Would you restate every entry that follows, word for word, and leave out the pictures?
· · · · ·
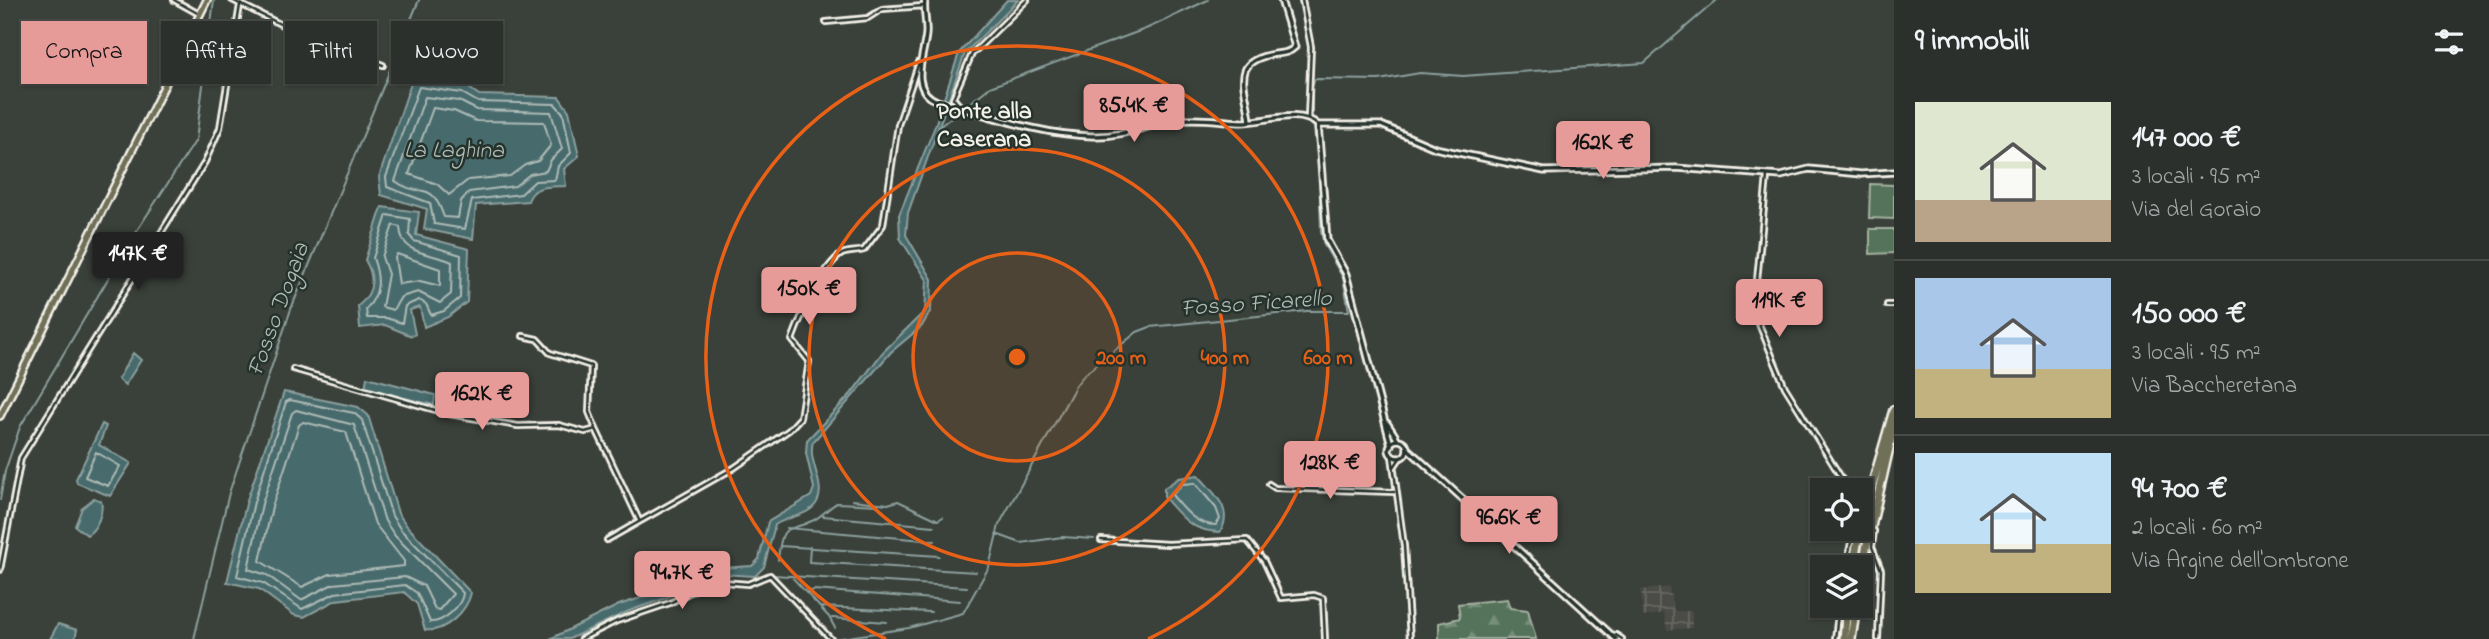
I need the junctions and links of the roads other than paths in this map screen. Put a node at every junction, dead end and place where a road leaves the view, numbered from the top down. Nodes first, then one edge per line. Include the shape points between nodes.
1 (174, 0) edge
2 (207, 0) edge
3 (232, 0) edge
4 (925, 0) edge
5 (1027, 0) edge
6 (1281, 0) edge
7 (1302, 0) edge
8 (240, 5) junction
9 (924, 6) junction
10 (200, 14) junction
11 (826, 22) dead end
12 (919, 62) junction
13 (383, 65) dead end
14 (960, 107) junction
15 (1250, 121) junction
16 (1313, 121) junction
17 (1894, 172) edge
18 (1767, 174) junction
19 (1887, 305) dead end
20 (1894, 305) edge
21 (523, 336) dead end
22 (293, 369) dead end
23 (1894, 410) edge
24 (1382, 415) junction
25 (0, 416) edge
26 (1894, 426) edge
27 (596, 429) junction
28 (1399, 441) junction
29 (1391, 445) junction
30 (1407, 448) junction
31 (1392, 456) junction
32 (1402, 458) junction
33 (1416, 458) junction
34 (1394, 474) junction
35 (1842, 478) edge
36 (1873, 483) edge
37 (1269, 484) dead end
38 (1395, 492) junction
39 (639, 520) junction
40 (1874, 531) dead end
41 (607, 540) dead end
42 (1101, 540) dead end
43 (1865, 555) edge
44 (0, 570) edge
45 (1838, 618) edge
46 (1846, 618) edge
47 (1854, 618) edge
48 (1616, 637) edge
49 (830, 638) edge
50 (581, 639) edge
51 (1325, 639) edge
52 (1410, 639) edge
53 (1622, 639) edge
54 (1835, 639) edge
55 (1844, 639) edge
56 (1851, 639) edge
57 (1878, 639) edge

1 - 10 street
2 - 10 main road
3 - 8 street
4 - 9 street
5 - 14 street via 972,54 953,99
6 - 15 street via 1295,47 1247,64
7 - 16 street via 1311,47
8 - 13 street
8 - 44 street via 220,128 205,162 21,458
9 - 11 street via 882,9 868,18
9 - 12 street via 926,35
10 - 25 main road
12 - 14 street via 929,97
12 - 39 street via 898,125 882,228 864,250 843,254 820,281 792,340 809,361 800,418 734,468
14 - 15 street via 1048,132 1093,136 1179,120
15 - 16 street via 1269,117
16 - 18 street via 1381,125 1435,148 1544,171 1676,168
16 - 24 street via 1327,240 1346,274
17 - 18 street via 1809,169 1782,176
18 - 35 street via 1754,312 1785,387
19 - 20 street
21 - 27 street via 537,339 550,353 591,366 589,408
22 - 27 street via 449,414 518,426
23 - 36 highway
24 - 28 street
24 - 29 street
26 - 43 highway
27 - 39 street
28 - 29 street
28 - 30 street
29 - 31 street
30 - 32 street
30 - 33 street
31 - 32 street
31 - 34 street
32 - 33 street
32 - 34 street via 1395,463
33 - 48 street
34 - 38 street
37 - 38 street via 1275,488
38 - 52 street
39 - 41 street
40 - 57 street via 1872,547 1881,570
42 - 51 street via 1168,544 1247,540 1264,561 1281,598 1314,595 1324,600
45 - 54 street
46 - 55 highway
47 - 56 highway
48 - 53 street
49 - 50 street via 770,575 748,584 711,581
· · · · ·
EXERCISE RESULT:
I need the junctions and links of the roads other than paths in this map screen. Put a node at every junction, dead end and place where a road leaves the view, numbered from the top down. Nodes first, then one edge per line. Include the shape points between nodes.
1 (174, 0) edge
2 (207, 0) edge
3 (232, 0) edge
4 (925, 0) edge
5 (1027, 0) edge
6 (1281, 0) edge
7 (1302, 0) edge
8 (240, 5) junction
9 (924, 6) junction
10 (200, 14) junction
11 (826, 22) dead end
12 (919, 62) junction
13 (383, 65) dead end
14 (960, 107) junction
15 (1250, 121) junction
16 (1313, 121) junction
17 (1894, 172) edge
18 (1767, 174) junction
19 (1887, 305) dead end
20 (1894, 305) edge
21 (523, 336) dead end
22 (293, 369) dead end
23 (1894, 410) edge
24 (1382, 415) junction
25 (0, 416) edge
26 (1894, 426) edge
27 (596, 429) junction
28 (1399, 441) junction
29 (1391, 445) junction
30 (1407, 448) junction
31 (1392, 456) junction
32 (1402, 458) junction
33 (1416, 458) junction
34 (1394, 474) junction
35 (1842, 478) edge
36 (1873, 483) edge
37 (1269, 484) dead end
38 (1395, 492) junction
39 (639, 520) junction
40 (1874, 531) dead end
41 (607, 540) dead end
42 (1101, 540) dead end
43 (1865, 555) edge
44 (0, 570) edge
45 (1838, 618) edge
46 (1846, 618) edge
47 (1854, 618) edge
48 (1616, 637) edge
49 (830, 638) edge
50 (581, 639) edge
51 (1325, 639) edge
52 (1410, 639) edge
53 (1622, 639) edge
54 (1835, 639) edge
55 (1844, 639) edge
56 (1851, 639) edge
57 (1878, 639) edge

1 - 10 street
2 - 10 main road
3 - 8 street
4 - 9 street
5 - 14 street via 972,54 953,99
6 - 15 street via 1295,47 1247,64
7 - 16 street via 1311,47
8 - 13 street
8 - 44 street via 220,128 205,162 21,458
9 - 11 street via 882,9 868,18
9 - 12 street via 926,35
10 - 25 main road
12 - 14 street via 929,97
12 - 39 street via 898,125 882,228 864,250 843,254 820,281 792,340 809,361 800,418 734,468
14 - 15 street via 1048,132 1093,136 1179,120
15 - 16 street via 1269,117
16 - 18 street via 1381,125 1435,148 1544,171 1676,168
16 - 24 street via 1327,240 1346,274
17 - 18 street via 1809,169 1782,176
18 - 35 street via 1754,312 1785,387
19 - 20 street
21 - 27 street via 537,339 550,353 591,366 589,408
22 - 27 street via 449,414 518,426
23 - 36 highway
24 - 28 street
24 - 29 street
26 - 43 highway
27 - 39 street
28 - 29 street
28 - 30 street
29 - 31 street
30 - 32 street
30 - 33 street
31 - 32 street
31 - 34 street
32 - 33 street
32 - 34 street via 1395,463
33 - 48 street
34 - 38 street
37 - 38 street via 1275,488
38 - 52 street
39 - 41 street
40 - 57 street via 1872,547 1881,570
42 - 51 street via 1168,544 1247,540 1264,561 1281,598 1314,595 1324,600
45 - 54 street
46 - 55 highway
47 - 56 highway
48 - 53 street
49 - 50 street via 770,575 748,584 711,581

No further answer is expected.